> _Exercise prompt_
Filter the entries that follow, copying every line in which the word "Edgar" appears.

--- Data provided Enclosed Below ---

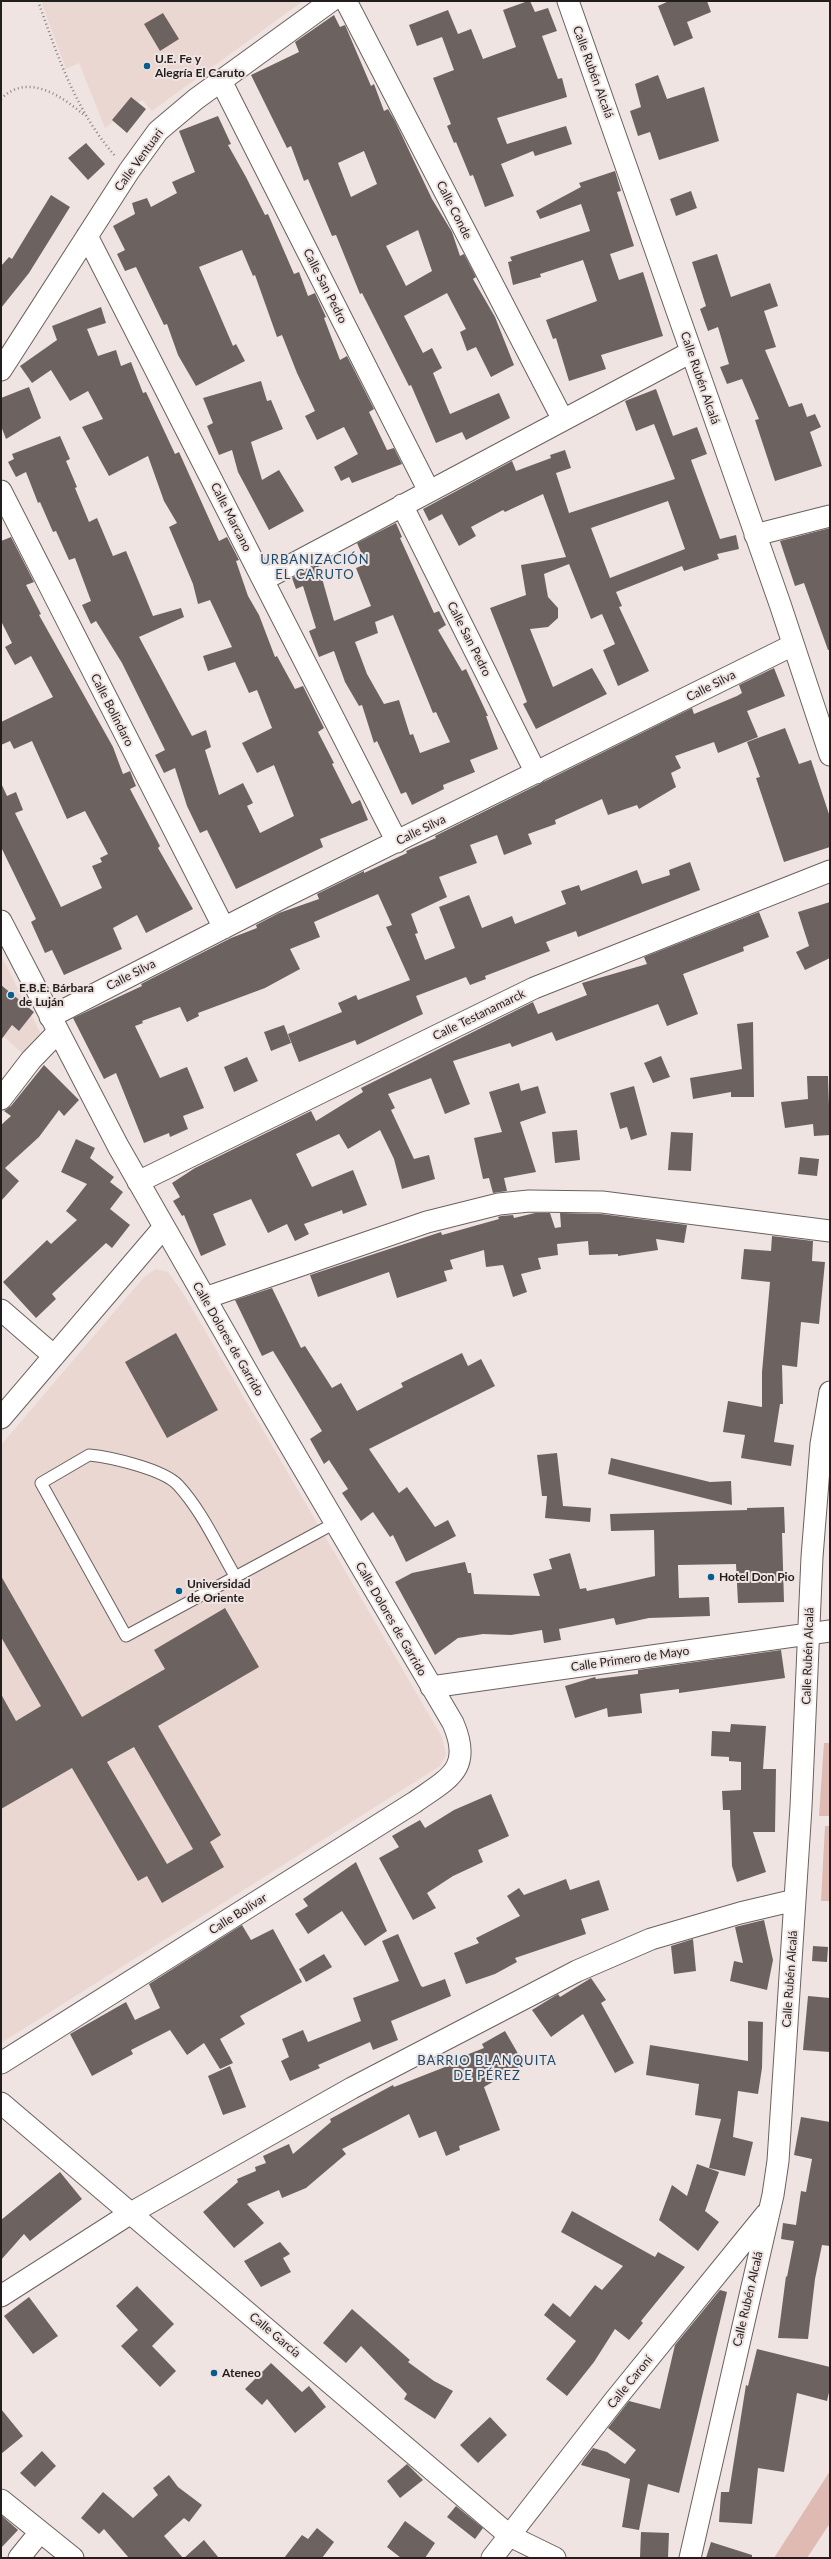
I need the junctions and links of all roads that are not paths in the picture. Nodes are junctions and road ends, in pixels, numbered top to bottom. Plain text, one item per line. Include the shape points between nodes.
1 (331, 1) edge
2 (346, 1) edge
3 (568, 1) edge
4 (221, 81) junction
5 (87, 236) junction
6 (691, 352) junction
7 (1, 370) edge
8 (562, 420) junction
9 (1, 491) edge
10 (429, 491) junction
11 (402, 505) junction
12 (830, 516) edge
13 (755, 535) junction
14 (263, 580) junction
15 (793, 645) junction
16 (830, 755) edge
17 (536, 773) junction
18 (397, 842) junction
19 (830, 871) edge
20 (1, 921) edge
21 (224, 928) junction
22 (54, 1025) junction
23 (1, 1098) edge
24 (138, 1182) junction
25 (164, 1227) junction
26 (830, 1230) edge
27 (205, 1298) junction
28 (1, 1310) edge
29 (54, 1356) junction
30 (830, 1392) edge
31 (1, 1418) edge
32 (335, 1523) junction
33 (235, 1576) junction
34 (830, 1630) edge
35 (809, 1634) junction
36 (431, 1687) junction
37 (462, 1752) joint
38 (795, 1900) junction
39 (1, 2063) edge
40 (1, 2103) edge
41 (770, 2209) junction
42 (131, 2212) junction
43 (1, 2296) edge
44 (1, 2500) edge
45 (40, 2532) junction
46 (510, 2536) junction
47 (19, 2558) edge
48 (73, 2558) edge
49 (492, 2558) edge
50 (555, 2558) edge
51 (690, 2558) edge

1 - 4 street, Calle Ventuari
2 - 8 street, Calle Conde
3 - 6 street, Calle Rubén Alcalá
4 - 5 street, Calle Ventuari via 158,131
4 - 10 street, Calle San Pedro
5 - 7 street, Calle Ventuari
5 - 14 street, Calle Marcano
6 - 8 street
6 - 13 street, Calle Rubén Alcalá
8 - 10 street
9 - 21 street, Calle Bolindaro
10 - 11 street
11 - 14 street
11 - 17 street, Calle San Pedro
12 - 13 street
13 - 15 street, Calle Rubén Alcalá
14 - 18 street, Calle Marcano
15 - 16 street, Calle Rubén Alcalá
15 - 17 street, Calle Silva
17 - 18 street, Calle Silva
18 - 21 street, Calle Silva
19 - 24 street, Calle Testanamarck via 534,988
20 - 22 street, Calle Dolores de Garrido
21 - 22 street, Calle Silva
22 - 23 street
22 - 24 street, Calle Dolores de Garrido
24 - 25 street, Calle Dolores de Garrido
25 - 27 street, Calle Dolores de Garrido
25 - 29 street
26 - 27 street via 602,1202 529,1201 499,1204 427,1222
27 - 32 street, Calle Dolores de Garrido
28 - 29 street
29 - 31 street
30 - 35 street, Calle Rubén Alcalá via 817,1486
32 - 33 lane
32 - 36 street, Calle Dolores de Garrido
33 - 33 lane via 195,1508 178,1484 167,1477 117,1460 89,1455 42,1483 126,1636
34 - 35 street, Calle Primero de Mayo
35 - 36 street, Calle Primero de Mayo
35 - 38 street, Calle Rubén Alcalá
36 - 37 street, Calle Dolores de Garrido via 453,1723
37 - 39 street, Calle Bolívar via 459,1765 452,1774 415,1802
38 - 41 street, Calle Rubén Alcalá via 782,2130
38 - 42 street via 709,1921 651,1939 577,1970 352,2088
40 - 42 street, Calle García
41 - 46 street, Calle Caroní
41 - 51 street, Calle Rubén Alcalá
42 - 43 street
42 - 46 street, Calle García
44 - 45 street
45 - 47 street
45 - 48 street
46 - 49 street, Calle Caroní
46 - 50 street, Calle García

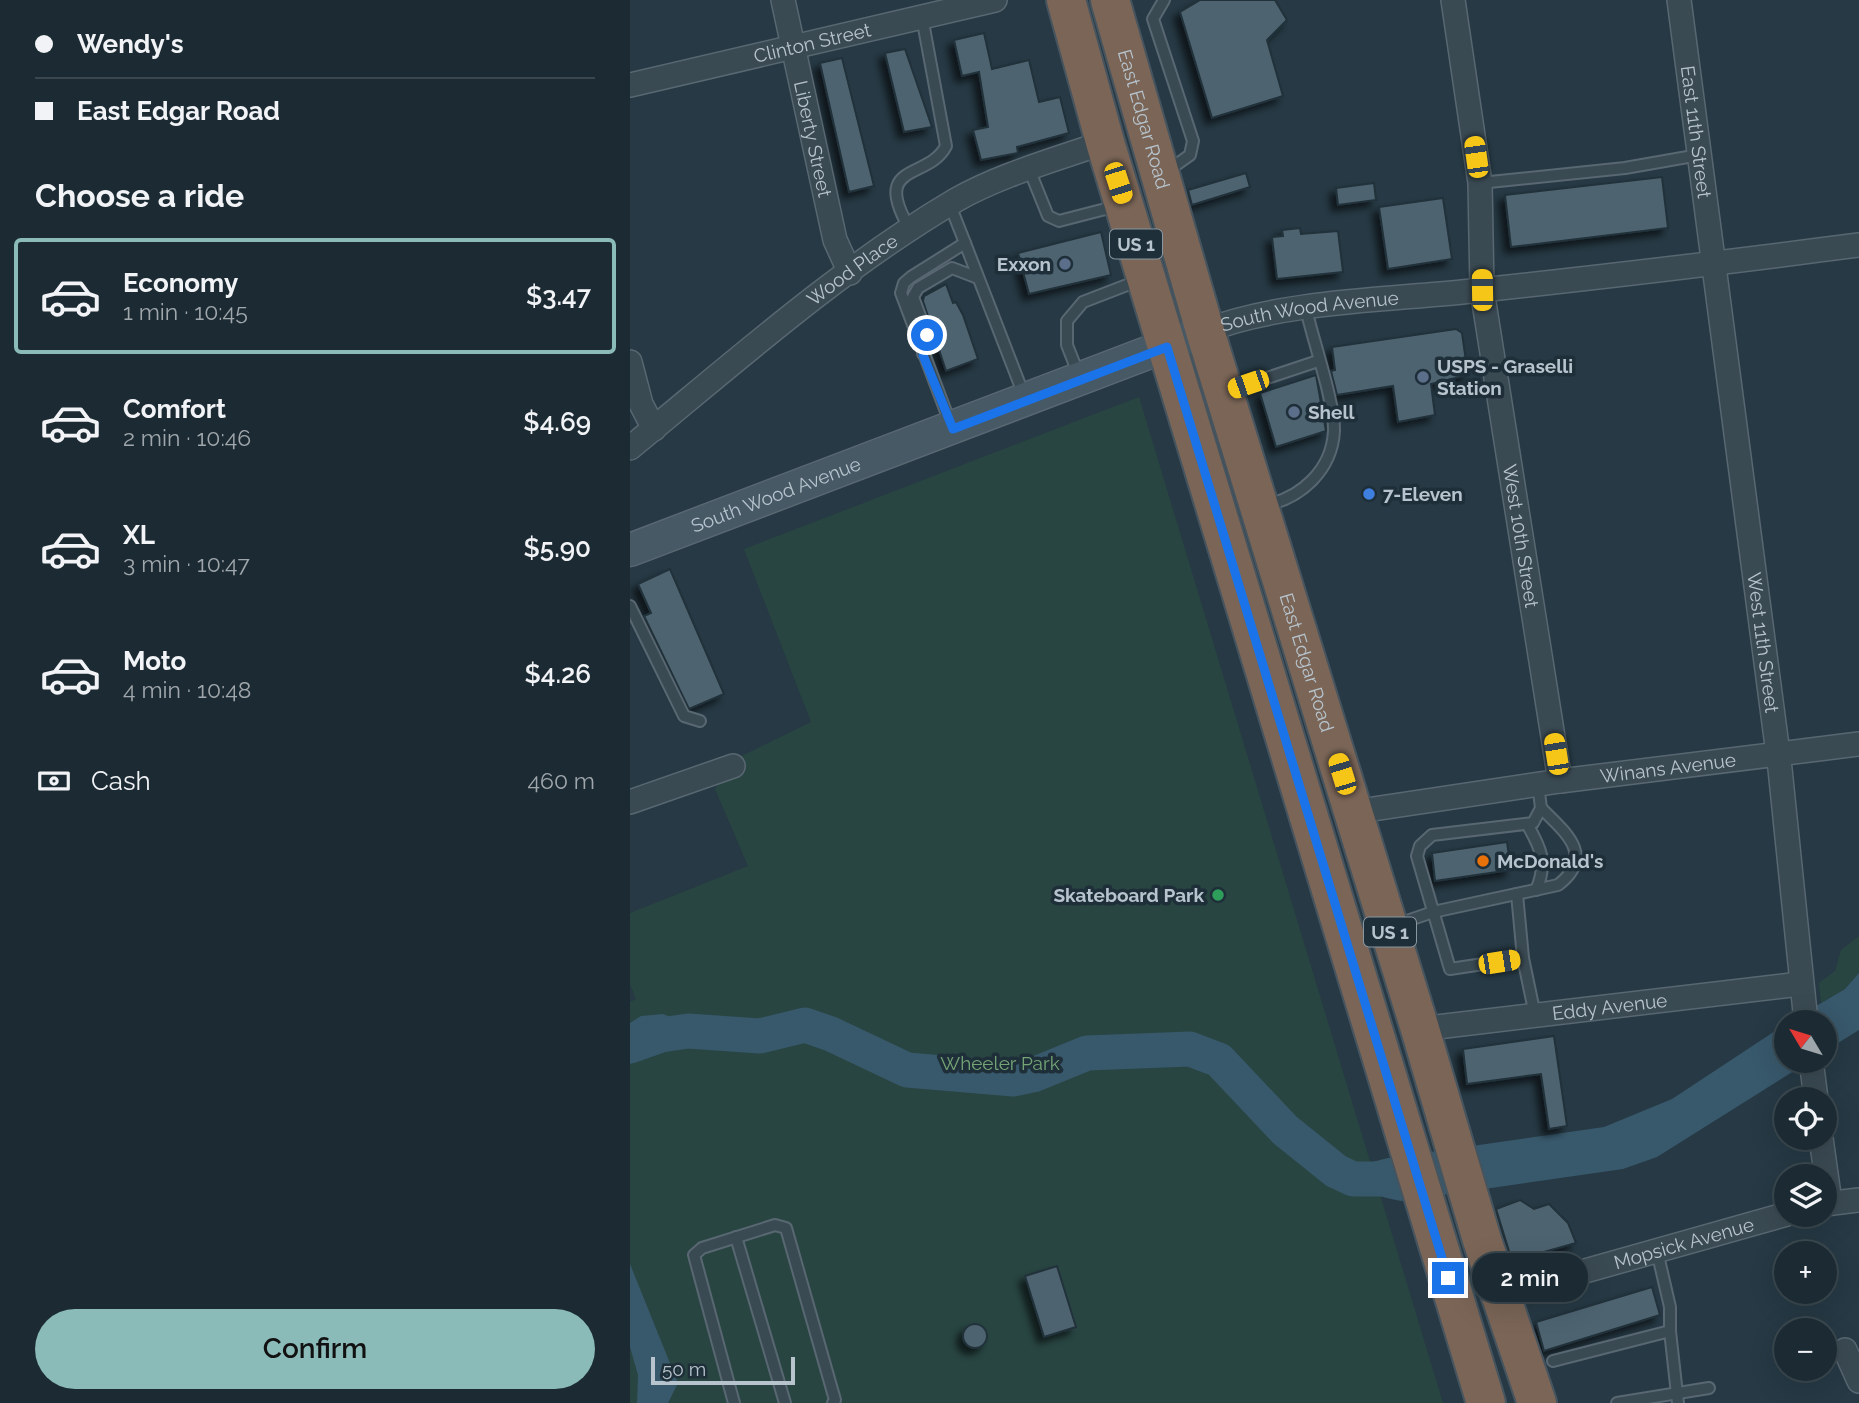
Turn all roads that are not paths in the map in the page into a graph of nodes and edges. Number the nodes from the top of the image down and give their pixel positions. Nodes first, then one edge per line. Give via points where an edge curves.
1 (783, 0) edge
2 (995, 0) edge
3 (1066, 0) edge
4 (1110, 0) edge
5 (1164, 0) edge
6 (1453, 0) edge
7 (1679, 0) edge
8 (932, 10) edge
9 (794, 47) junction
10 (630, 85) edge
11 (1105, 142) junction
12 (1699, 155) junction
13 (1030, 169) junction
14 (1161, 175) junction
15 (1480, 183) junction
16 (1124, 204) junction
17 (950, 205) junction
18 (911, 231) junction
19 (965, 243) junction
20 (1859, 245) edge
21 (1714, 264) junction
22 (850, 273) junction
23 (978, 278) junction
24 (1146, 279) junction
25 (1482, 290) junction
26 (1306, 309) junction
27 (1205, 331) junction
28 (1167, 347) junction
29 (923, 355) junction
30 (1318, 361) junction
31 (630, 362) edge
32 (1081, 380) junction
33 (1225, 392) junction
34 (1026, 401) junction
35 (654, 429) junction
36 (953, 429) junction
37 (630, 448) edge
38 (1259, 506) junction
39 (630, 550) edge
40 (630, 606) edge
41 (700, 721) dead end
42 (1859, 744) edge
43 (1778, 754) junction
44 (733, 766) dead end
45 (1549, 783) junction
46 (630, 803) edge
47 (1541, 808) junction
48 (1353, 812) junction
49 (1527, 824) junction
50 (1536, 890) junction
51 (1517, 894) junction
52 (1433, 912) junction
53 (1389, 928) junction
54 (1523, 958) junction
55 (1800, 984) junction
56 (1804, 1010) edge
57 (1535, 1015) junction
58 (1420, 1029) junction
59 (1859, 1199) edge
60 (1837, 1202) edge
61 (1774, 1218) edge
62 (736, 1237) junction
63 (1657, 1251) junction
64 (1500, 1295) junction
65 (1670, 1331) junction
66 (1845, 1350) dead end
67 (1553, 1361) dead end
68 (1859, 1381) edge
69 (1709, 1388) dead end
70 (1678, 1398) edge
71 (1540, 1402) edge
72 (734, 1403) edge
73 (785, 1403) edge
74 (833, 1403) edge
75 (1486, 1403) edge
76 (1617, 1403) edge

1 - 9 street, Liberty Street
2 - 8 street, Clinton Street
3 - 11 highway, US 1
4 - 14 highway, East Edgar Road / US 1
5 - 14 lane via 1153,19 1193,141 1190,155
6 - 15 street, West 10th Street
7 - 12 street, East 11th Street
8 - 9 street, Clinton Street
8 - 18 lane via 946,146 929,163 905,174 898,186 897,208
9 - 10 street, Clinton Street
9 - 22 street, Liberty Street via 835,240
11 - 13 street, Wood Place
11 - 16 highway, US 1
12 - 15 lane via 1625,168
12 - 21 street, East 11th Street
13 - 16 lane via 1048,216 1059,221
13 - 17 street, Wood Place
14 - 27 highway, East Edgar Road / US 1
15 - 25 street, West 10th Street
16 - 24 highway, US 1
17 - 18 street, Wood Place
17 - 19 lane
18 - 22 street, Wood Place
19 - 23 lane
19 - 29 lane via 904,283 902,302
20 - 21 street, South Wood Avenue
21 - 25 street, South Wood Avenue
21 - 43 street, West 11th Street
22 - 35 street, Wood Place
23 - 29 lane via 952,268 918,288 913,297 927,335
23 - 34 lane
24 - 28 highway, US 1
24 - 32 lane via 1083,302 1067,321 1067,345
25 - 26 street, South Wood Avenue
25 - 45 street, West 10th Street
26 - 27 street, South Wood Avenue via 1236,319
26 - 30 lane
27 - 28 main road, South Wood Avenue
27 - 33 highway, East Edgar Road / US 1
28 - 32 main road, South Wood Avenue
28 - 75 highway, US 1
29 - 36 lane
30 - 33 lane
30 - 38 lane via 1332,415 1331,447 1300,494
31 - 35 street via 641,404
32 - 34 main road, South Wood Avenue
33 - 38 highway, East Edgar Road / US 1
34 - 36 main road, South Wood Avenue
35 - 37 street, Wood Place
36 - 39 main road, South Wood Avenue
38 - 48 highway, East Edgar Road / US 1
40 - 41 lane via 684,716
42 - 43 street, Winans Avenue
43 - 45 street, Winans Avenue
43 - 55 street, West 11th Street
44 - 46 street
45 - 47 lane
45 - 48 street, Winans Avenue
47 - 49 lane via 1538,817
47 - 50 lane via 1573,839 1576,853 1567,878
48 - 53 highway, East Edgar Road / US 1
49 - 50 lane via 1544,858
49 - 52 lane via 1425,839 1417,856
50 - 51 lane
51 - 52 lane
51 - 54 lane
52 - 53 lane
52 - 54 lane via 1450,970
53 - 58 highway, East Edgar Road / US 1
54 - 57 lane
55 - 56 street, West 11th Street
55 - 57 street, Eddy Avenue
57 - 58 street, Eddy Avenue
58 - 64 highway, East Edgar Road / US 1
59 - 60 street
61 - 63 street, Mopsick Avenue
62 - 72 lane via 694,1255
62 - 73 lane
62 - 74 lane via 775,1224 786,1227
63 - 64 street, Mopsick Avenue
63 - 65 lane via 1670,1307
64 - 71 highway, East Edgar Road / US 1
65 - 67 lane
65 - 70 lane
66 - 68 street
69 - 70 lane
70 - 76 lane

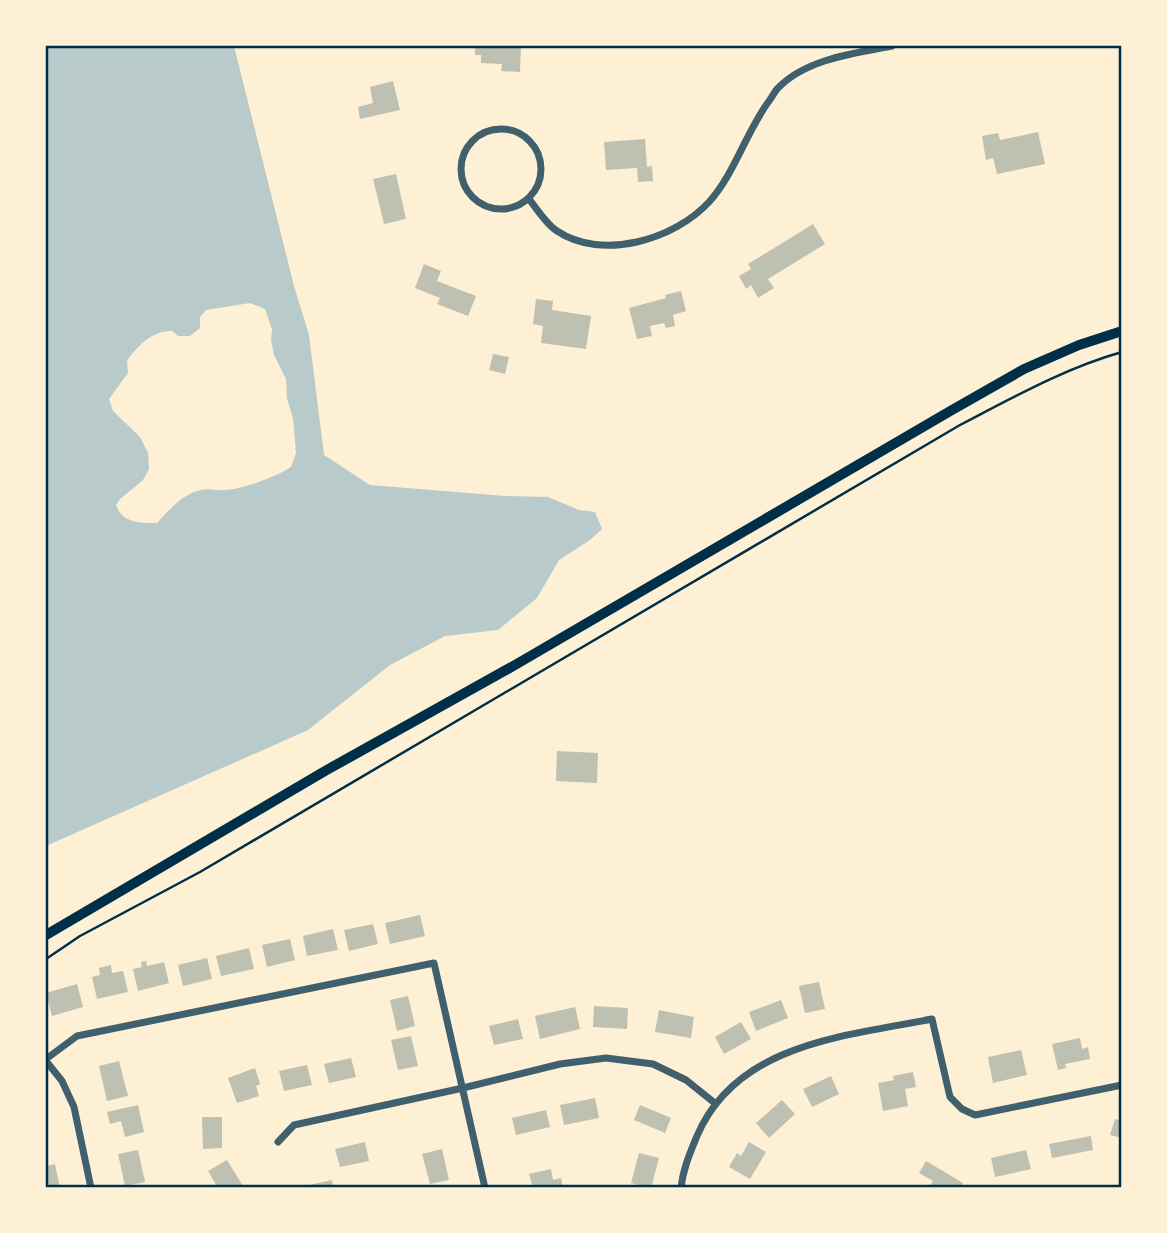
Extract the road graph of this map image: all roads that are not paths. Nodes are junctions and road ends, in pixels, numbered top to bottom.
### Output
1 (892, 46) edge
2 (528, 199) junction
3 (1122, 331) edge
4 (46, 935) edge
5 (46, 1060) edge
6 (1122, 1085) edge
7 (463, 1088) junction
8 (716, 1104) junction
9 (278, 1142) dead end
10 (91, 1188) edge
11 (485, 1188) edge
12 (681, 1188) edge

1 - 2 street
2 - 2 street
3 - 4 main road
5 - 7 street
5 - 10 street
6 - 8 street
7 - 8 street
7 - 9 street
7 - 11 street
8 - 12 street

--- End of Enclosed Data provided ---

> _Response area_
4 - 14 highway, East Edgar Road / US 1
14 - 27 highway, East Edgar Road / US 1
27 - 33 highway, East Edgar Road / US 1
33 - 38 highway, East Edgar Road / US 1
38 - 48 highway, East Edgar Road / US 1
48 - 53 highway, East Edgar Road / US 1
53 - 58 highway, East Edgar Road / US 1
58 - 64 highway, East Edgar Road / US 1
64 - 71 highway, East Edgar Road / US 1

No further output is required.